Problem statement → What is needed is every line of the material that contains "dead".

Input data →
################
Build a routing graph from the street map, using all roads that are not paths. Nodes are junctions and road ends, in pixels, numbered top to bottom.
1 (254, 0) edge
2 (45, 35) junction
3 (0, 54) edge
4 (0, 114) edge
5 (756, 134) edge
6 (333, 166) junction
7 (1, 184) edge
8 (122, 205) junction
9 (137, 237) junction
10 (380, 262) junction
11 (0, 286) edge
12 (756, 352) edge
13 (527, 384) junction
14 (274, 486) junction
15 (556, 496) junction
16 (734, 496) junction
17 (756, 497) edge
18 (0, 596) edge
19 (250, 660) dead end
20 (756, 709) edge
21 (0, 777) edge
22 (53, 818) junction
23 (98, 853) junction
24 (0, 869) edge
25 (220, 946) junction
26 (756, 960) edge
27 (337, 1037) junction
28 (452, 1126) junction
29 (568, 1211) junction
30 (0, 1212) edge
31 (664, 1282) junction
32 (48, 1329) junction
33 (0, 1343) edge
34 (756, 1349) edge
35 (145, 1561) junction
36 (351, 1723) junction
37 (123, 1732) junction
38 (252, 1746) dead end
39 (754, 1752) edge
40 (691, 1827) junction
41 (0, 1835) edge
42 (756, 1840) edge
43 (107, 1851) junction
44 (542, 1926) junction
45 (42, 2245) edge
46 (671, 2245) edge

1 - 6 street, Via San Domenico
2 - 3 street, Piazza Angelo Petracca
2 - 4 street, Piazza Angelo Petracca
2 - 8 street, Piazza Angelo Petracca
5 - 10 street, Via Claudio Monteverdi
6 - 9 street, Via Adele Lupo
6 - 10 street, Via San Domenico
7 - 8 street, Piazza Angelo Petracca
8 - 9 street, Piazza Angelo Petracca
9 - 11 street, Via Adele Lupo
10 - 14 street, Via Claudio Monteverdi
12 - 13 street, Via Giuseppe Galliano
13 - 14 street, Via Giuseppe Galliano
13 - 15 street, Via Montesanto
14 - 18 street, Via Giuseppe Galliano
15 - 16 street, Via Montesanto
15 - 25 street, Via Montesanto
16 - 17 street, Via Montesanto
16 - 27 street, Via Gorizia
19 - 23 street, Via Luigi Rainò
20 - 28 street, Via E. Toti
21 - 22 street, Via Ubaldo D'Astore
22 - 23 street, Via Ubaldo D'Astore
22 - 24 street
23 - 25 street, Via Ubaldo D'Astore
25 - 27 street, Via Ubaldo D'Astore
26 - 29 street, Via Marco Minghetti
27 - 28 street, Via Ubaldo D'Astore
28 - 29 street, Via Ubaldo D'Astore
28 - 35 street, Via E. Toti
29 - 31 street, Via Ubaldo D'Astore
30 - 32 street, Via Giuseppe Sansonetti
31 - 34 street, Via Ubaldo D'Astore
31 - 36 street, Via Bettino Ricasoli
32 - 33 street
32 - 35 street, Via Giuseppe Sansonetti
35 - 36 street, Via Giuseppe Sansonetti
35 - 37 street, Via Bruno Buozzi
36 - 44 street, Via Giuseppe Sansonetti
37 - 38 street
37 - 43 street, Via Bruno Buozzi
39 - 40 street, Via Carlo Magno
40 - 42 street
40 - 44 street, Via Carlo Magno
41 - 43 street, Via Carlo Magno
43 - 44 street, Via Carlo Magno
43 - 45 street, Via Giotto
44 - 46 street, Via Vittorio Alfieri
################
Exercise answer →
19 (250, 660) dead end
38 (252, 1746) dead end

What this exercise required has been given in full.